Determine how many lines of the records include "Perumnas", and answer with the number alone.

** Records for processing follows **

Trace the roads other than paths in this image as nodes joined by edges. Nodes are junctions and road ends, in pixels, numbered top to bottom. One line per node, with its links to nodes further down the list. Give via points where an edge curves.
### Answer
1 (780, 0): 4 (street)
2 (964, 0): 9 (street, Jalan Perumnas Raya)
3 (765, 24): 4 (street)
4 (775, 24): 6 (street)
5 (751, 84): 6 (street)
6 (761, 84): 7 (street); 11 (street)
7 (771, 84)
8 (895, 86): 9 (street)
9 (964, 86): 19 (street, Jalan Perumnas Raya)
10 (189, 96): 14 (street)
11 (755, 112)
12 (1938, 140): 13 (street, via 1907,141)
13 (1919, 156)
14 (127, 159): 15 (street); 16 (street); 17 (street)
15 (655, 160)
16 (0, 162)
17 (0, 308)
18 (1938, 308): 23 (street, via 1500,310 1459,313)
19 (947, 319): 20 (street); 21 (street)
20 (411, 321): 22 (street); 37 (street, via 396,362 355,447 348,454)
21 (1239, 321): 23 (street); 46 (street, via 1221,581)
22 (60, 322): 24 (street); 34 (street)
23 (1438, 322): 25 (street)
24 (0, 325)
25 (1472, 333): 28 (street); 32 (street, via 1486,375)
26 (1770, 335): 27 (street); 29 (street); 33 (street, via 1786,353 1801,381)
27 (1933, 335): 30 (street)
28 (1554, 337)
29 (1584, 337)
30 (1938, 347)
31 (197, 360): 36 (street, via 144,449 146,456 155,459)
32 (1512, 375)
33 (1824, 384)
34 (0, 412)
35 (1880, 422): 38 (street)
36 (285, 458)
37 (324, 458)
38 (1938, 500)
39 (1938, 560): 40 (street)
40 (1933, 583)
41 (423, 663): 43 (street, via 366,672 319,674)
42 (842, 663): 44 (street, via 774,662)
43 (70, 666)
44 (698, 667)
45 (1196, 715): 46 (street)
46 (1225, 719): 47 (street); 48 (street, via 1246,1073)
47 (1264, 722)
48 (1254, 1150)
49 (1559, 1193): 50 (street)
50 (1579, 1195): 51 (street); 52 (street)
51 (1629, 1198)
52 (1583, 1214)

** End of Records for processing **

-- Output below --
2